Could you copy each line of the listing below that has the word "paths"?

[Records for processing Boundary: Start]

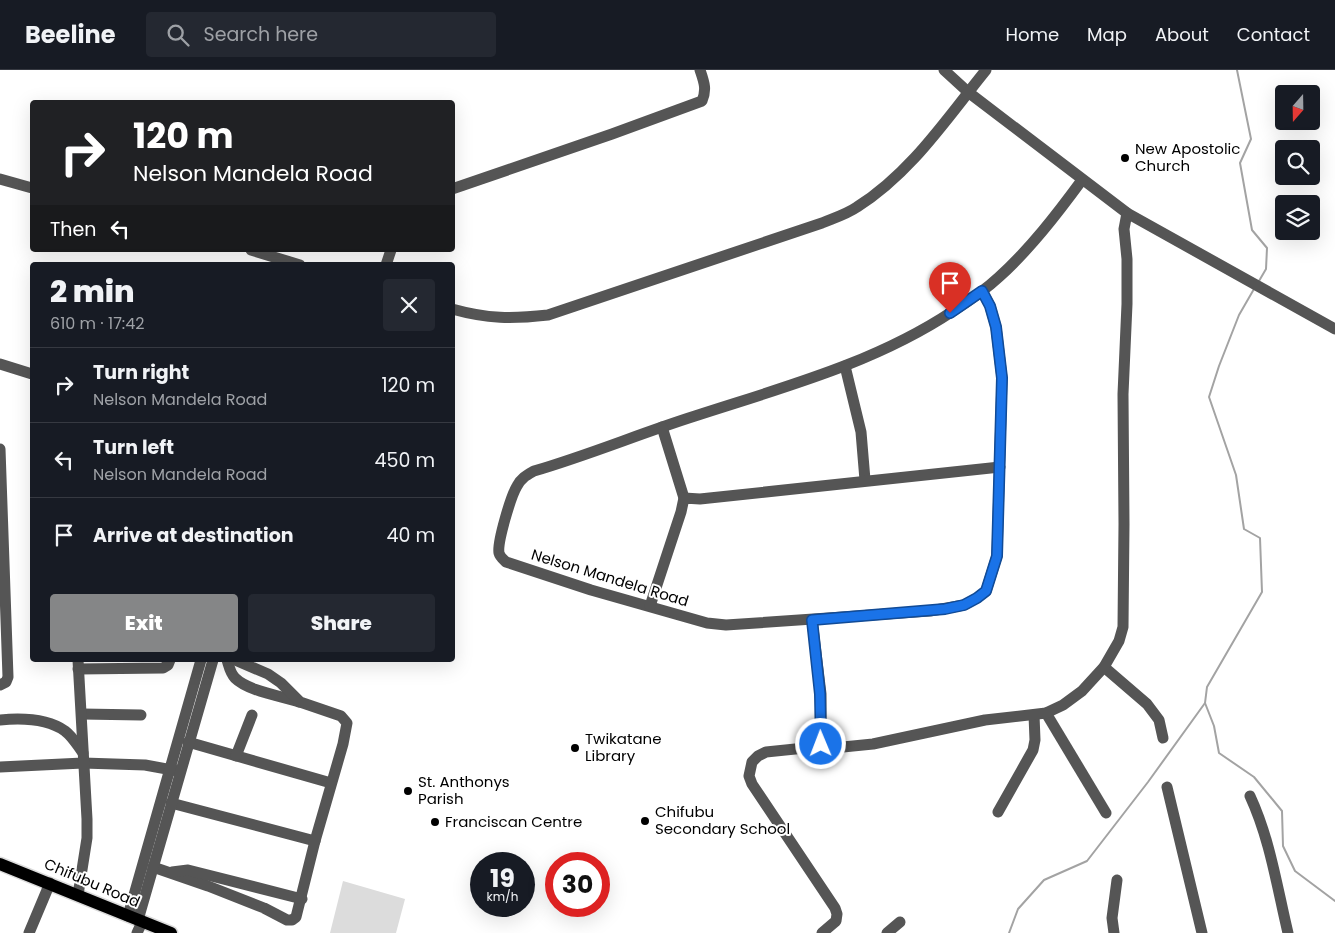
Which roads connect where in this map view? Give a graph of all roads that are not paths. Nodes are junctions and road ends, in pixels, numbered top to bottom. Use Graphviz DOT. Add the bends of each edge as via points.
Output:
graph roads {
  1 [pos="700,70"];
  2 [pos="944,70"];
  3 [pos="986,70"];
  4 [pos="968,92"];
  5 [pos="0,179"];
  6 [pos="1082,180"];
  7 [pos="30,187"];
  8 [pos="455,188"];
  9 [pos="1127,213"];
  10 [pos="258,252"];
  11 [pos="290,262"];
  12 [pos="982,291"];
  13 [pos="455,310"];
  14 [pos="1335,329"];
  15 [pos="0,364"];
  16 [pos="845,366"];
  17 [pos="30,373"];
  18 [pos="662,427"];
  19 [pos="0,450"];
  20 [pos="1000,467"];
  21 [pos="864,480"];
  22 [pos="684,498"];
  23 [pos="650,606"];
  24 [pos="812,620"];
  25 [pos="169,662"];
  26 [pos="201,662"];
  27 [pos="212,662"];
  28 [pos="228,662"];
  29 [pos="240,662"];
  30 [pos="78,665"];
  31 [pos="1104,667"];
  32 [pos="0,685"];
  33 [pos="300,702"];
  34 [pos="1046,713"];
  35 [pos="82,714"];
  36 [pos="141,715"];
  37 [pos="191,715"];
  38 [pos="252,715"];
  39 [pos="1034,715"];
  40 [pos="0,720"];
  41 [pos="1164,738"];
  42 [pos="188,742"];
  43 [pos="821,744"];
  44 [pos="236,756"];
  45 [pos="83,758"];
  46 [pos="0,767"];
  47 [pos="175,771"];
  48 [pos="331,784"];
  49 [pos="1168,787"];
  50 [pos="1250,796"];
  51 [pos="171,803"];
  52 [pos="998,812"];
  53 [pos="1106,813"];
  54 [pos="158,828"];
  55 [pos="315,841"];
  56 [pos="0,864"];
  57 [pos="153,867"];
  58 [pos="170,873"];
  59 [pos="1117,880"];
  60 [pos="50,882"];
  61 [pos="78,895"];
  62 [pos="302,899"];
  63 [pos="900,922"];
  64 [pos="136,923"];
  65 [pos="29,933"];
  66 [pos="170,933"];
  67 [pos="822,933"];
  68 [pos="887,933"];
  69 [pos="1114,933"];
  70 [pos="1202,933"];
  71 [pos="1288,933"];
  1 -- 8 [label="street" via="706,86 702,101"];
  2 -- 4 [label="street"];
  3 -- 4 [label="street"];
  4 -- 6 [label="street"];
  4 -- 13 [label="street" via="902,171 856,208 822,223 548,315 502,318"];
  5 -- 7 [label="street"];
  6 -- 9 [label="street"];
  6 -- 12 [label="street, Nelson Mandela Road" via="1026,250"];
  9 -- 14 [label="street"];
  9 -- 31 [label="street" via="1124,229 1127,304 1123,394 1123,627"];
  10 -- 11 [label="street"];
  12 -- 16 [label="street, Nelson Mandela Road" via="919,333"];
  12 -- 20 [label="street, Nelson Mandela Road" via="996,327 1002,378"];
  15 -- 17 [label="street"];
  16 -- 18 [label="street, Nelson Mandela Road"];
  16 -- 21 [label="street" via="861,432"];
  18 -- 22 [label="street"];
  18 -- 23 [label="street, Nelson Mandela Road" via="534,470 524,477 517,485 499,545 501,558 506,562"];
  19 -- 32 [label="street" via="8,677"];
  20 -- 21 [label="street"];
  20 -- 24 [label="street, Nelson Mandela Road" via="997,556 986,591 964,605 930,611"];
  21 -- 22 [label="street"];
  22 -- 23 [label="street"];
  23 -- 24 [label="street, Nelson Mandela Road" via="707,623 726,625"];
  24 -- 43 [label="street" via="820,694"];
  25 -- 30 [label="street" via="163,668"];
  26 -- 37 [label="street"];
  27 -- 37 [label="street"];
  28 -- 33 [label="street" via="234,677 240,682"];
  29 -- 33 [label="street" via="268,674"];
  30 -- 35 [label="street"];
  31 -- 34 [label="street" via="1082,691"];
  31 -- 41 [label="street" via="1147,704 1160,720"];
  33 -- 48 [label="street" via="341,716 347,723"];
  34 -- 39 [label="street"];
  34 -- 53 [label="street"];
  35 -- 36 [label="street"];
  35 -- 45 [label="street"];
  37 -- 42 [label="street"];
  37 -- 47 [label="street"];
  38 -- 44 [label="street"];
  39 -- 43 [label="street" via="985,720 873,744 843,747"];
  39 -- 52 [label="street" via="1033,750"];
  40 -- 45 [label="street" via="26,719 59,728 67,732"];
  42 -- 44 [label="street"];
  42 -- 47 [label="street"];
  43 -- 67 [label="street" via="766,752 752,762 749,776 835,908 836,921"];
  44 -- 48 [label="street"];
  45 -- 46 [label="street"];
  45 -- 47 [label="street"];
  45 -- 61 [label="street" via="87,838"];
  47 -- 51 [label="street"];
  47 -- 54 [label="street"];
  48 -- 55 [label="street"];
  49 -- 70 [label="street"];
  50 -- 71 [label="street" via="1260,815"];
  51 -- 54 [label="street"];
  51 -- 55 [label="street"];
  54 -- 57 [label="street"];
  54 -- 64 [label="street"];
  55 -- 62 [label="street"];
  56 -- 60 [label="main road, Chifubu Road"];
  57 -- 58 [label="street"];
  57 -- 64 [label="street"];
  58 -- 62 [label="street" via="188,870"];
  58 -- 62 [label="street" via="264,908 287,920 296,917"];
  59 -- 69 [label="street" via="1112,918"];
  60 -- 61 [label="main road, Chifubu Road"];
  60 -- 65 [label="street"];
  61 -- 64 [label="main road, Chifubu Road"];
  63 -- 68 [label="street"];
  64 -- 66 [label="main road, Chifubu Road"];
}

[Records for processing Boundary: End]
[Records for processing Boundary: Start]

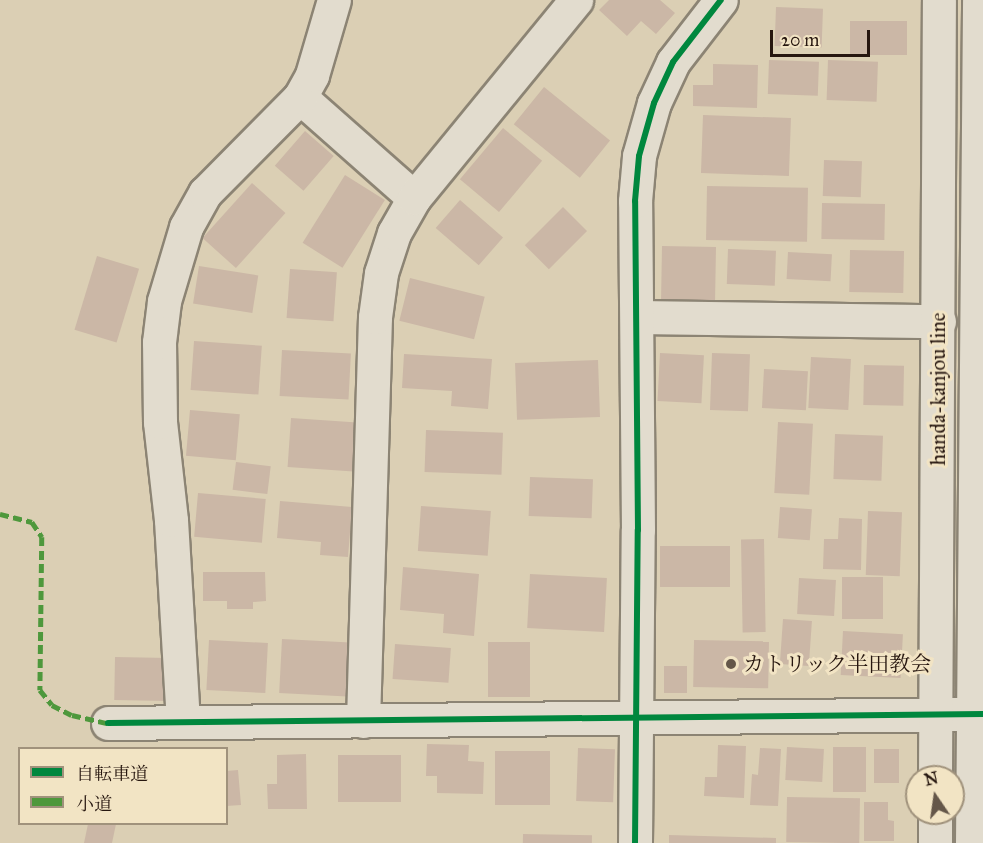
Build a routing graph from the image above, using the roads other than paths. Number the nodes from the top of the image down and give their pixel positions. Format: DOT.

[Records for processing Boundary: End]

• Answer to this exercise:
Which roads connect where in this map view? Give a graph of all roads that are not paths. Nodes are junctions and road ends, in pixels, numbered top to bottom. Use Graphviz DOT. Add the bends of each edge as via points.
Build a routing graph from the image above, using the roads other than paths. Number the nodes from the top of the image down and give their pixel positions. Format: DOT.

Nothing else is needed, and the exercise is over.